**The task**
Only those lines in the data below from the line containing "rrect(cr, x - e, y" through the line containing "static void draw(cairo_t", both included, should be restated word for word.

--- --- ---

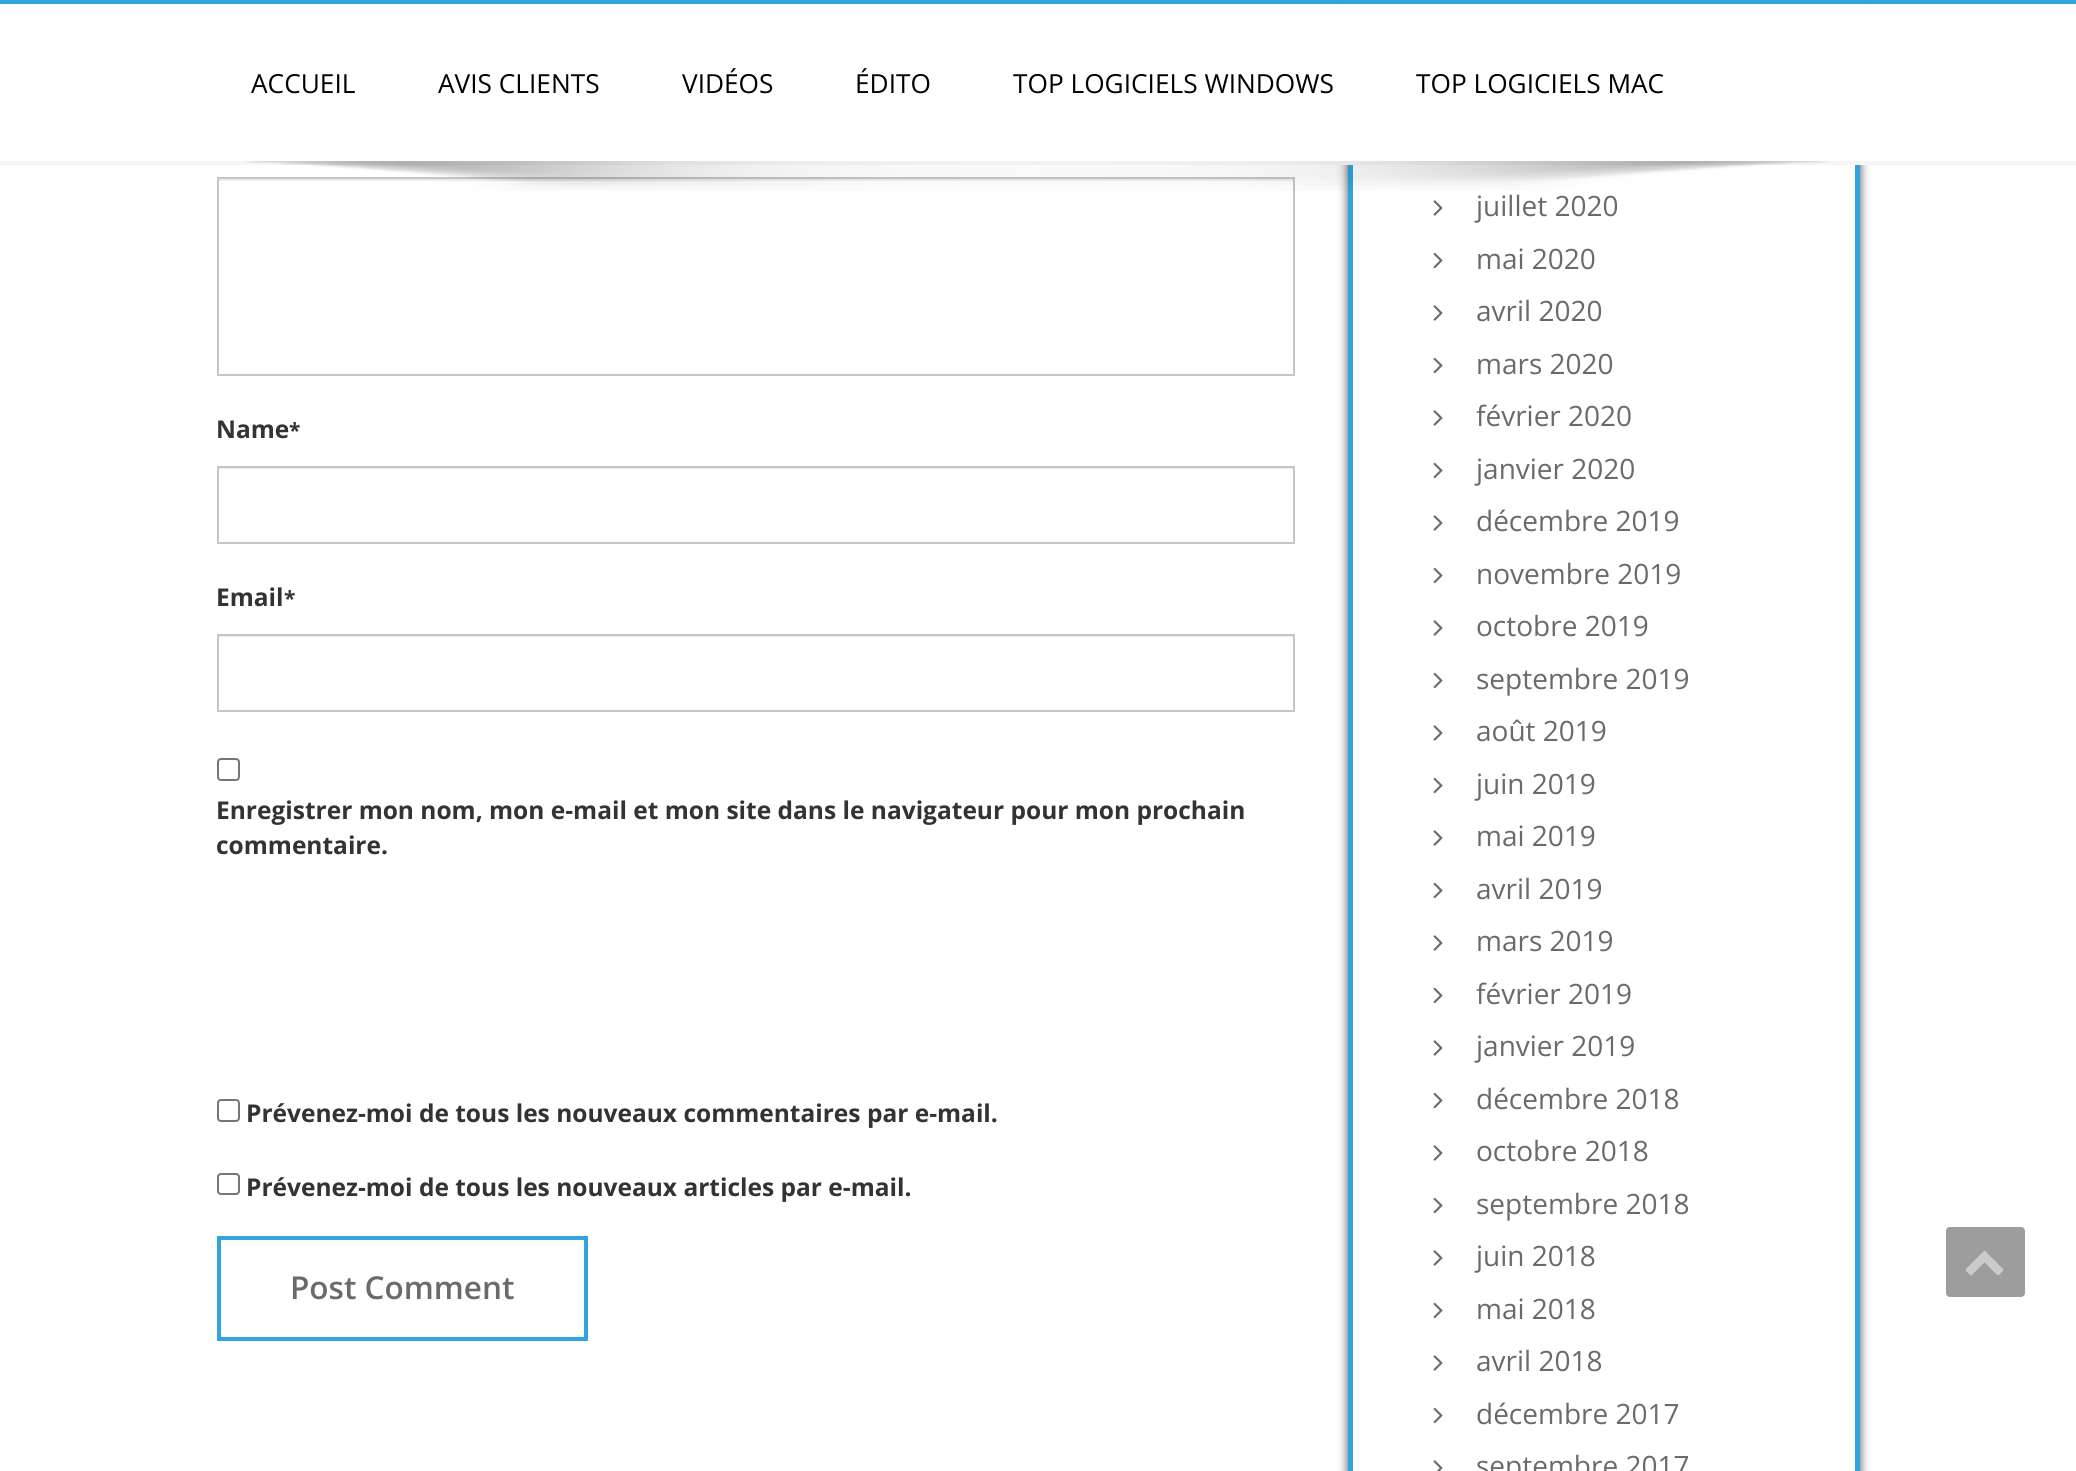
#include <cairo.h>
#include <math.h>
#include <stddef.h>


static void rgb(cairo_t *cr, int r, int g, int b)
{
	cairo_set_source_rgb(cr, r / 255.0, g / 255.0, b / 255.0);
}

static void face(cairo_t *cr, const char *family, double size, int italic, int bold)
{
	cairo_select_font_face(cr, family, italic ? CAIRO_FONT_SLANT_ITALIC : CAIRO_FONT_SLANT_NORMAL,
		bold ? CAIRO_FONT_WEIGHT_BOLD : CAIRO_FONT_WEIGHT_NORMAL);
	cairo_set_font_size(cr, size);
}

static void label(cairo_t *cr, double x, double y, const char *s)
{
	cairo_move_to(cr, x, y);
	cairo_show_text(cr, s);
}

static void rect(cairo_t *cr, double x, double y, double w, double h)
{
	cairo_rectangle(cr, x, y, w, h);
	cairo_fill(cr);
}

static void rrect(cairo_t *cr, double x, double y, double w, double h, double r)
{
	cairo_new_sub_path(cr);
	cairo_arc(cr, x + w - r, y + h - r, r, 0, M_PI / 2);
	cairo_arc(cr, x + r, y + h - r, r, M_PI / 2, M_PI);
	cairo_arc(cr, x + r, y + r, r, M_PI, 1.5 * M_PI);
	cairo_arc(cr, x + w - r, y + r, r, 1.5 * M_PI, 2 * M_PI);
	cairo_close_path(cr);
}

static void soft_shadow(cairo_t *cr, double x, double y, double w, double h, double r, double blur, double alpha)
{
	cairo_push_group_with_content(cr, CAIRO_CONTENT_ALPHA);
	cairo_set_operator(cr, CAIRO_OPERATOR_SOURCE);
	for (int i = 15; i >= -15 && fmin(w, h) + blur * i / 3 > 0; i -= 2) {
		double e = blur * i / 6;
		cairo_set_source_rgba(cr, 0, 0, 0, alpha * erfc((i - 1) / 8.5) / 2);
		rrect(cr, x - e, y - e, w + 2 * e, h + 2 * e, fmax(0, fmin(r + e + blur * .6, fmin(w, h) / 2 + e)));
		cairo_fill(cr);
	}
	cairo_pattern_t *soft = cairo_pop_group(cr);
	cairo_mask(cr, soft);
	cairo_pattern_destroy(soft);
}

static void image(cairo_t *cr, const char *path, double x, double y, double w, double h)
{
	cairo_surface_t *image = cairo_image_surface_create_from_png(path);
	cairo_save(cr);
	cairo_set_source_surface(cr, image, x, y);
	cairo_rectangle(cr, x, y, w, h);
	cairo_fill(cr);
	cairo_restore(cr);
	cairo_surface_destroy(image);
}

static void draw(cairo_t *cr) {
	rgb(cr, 255, 255, 255);
	cairo_paint(cr);
	cairo_save(cr);
	cairo_set_fill_rule(cr, CAIRO_FILL_RULE_EVEN_ODD);
	cairo_new_path(cr);
	cairo_move_to(cr, 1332, 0);
	cairo_line_to(cr, 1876, 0);
	cairo_line_to(cr, 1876, 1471);
	cairo_line_to(cr, 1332, 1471);
	cairo_close_path(cr);
	cairo_move_to(cr, 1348, -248);
	cairo_line_to(cr, 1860, -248);
	cairo_line_to(cr, 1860, 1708);
	cairo_line_to(cr, 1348, 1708);
	cairo_close_path(cr);
	cairo_clip(cr);
	rgb(cr, 0, 0, 0);
	soft_shadow(cr, 1348, -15, 512, 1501, 0, 5, 0.7);
	cairo_restore(cr);
	rgb(cr, 255, 255, 255);
	rect(cr, 1337, 4, 534, 157);
	rgb(cr, 49, 163, 221);
	rect(cr, 0, 0, 2076, 4);
	rgb(cr, 247, 245, 245);
	rect(cr, 0, 161, 2076, 4);
	face(cr, "Open Sans", 26.25, 0, 0);
	rgb(cr, 0, 0, 0);
	label(cr, 251, 93, "ACCUEIL");
	label(cr, 438, 93, "AVIS CLIENTS");
	label(cr, 682, 93, "VIDÉOS");
	label(cr, 855, 93, "ÉDITO");
	label(cr, 1013, 93, "TOP LOGICIELS WINDOWS");
	label(cr, 1416, 93, "TOP LOGICIELS MAC");
	rgb(cr, 236, 236, 236);
	rect(cr, 219, 179, 1074, 2);
	cairo_rectangle(cr, 218, 178, 1076, 197);
	rgb(cr, 197, 197, 197);
	cairo_stroke(cr);
	rgb(cr, 49, 163, 221);
	rect(cr, 1348, 165, 5, 1306);
	image(cr, "image0.png", 244, 161, 1586, 30);
	face(cr, "Open Sans", 24.5, 0, 1);
	rgb(cr, 51, 51, 51);
	label(cr, 216, 438, "Name");
	face(cr, "Open Sans", 21, 0, 1);
	label(cr, 289, 438, "*");
	rgb(cr, 236, 236, 236);
	rect(cr, 219, 468, 1074, 1);
	cairo_rectangle(cr, 218, 467, 1076, 76);
	rgb(cr, 197, 197, 197);
	cairo_stroke(cr);
	face(cr, "Open Sans", 24.5, 0, 1);
	rgb(cr, 51, 51, 51);
	label(cr, 216, 606, "Email");
	face(cr, "Open Sans", 21, 0, 1);
	label(cr, 284, 606, "*");
	rgb(cr, 236, 236, 236);
	rect(cr, 219, 636, 1074, 1);
	cairo_rectangle(cr, 218, 635, 1076, 76);
	rgb(cr, 197, 197, 197);
	cairo_stroke(cr);
	rrect(cr, 218, 759, 21, 21, 3);
	rgb(cr, 118, 118, 118);
	cairo_stroke(cr);
	face(cr, "Open Sans", 24.5, 0, 1);
	rgb(cr, 51, 51, 51);
	label(cr, 216, 819, "Enregistrer mon nom, mon e-mail et mon site dans le navigateur pour mon prochain");
	label(cr, 216, 854, "commentaire.");
	rrect(cr, 218, 1100, 21, 21, 3);
	rgb(cr, 118, 118, 118);
	cairo_stroke(cr);
	rgb(cr, 51, 51, 51);
	label(cr, 246, 1122, "Prévenez-moi de tous les nouveaux commentaires par e-mail.");
	rrect(cr, 218, 1174, 21, 20, 3);
	rgb(cr, 118, 118, 118);
	cairo_stroke(cr);
	rgb(cr, 51, 51, 51);
	label(cr, 246, 1196, "Prévenez-moi de tous les nouveaux articles par e-mail.");
	cairo_rectangle(cr, 219, 1238, 367, 101);
	rgb(cr, 49, 163, 221);
	cairo_set_line_width(cr, 4);
	cairo_stroke(cr);
	face(cr, "Open Sans SemiBold", 31.5, 0, 0);
	rgb(cr, 106, 106, 106);
	label(cr, 290, 1299, "Post Comment");
	rgb(cr, 49, 163, 221);
	rect(cr, 1855, 165, 5, 1306);
	image(cr, "image1.png", 1433, 200, 10, 16);
	face(cr, "Open Sans", 28, 0, 0);
	rgb(cr, 106, 106, 106);
	label(cr, 1476, 216, "juillet 2020");
	image(cr, "image2.png", 1433, 252, 10, 17);
	label(cr, 1476, 269, "mai 2020");
	image(cr, "image1.png", 1433, 305, 10, 16);
	label(cr, 1476, 321, "avril 2020");
	image(cr, "image2.png", 1433, 357, 10, 17);
	label(cr, 1476, 374, "mars 2020");
	image(cr, "image1.png", 1433, 410, 10, 16);
	label(cr, 1476, 426, "février 2020");
	image(cr, "image2.png", 1433, 462, 10, 17);
	label(cr, 1476, 479, "janvier 2020");
	image(cr, "image1.png", 1433, 515, 10, 16);
	label(cr, 1476, 531, "décembre 2019");
	image(cr, "image2.png", 1433, 567, 10, 17);
	label(cr, 1476, 584, "novembre 2019");
	image(cr, "image1.png", 1433, 620, 10, 16);
	label(cr, 1476, 636, "octobre 2019");
	image(cr, "image2.png", 1433, 672, 10, 17);
	label(cr, 1476, 689, "septembre 2019");
	image(cr, "image1.png", 1433, 725, 10, 16);
	label(cr, 1476, 741, "août 2019");
	image(cr, "image2.png", 1433, 777, 10, 17);
	label(cr, 1476, 794, "juin 2019");
	image(cr, "image1.png", 1433, 830, 10, 16);
	label(cr, 1476, 846, "mai 2019");
	image(cr, "image2.png", 1433, 882, 10, 17);
	label(cr, 1476, 899, "avril 2019");
	image(cr, "image1.png", 1433, 935, 10, 16);
	label(cr, 1476, 951, "mars 2019");
	image(cr, "image2.png", 1433, 987, 10, 17);
	label(cr, 1476, 1004, "février 2019");
	image(cr, "image1.png", 1433, 1040, 10, 16);
	label(cr, 1476, 1056, "janvier 2019");
	image(cr, "image2.png", 1433, 1092, 10, 17);
	label(cr, 1476, 1109, "décembre 2018");
	image(cr, "image1.png", 1433, 1145, 10, 16);
	label(cr, 1476, 1161, "octobre 2018");
	image(cr, "image2.png", 1433, 1197, 10, 17);
	label(cr, 1476, 1214, "septembre 2018");
	image(cr, "image1.png", 1433, 1250, 10, 16);
	label(cr, 1476, 1266, "juin 2018");
	image(cr, "image2.png", 1433, 1302, 10, 17);
	label(cr, 1476, 1319, "mai 2018");
	image(cr, "image1.png", 1433, 1355, 10, 16);
	label(cr, 1476, 1371, "avril 2018");
	image(cr, "image2.png", 1433, 1407, 10, 17);
	label(cr, 1476, 1424, "décembre 2017");
	image(cr, "image3.png", 1433, 1460, 10, 11);
	label(cr, 1476, 1476, "septembre 2017");
	rgb(cr, 157, 157, 157);
	rrect(cr, 1946, 1227, 79, 70, 4);
	cairo_fill(cr);
	image(cr, "image4.png", 1965, 1251, 39, 25);
}

int main(void) {
	cairo_surface_t *surface = cairo_image_surface_create(CAIRO_FORMAT_RGB24, 2076, 1471);
	cairo_t *cr = cairo_create(surface);
	cairo_font_options_t *options = cairo_font_options_create();
	cairo_font_options_set_hint_metrics(options, CAIRO_HINT_METRICS_OFF);
	cairo_font_options_set_hint_style(options, CAIRO_HINT_STYLE_NONE);
	cairo_set_font_options(cr, options);
	cairo_set_miter_limit(cr, 4);
	draw(cr);
	cairo_surface_write_to_png(surface, "render.png");
	cairo_font_options_destroy(options);
	cairo_destroy(cr);
	cairo_surface_destroy(surface);
	return 0;
}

--- --- ---

**Written solution**
		rrect(cr, x - e, y - e, w + 2 * e, h + 2 * e, fmax(0, fmin(r + e + blur * .6, fmin(w, h) / 2 + e)));
		cairo_fill(cr);
	}
	cairo_pattern_t *soft = cairo_pop_group(cr);
	cairo_mask(cr, soft);
	cairo_pattern_destroy(soft);
}

static void image(cairo_t *cr, const char *path, double x, double y, double w, double h)
{
	cairo_surface_t *image = cairo_image_surface_create_from_png(path);
	cairo_save(cr);
	cairo_set_source_surface(cr, image, x, y);
	cairo_rectangle(cr, x, y, w, h);
	cairo_fill(cr);
	cairo_restore(cr);
	cairo_surface_destroy(image);
}

static void draw(cairo_t *cr) {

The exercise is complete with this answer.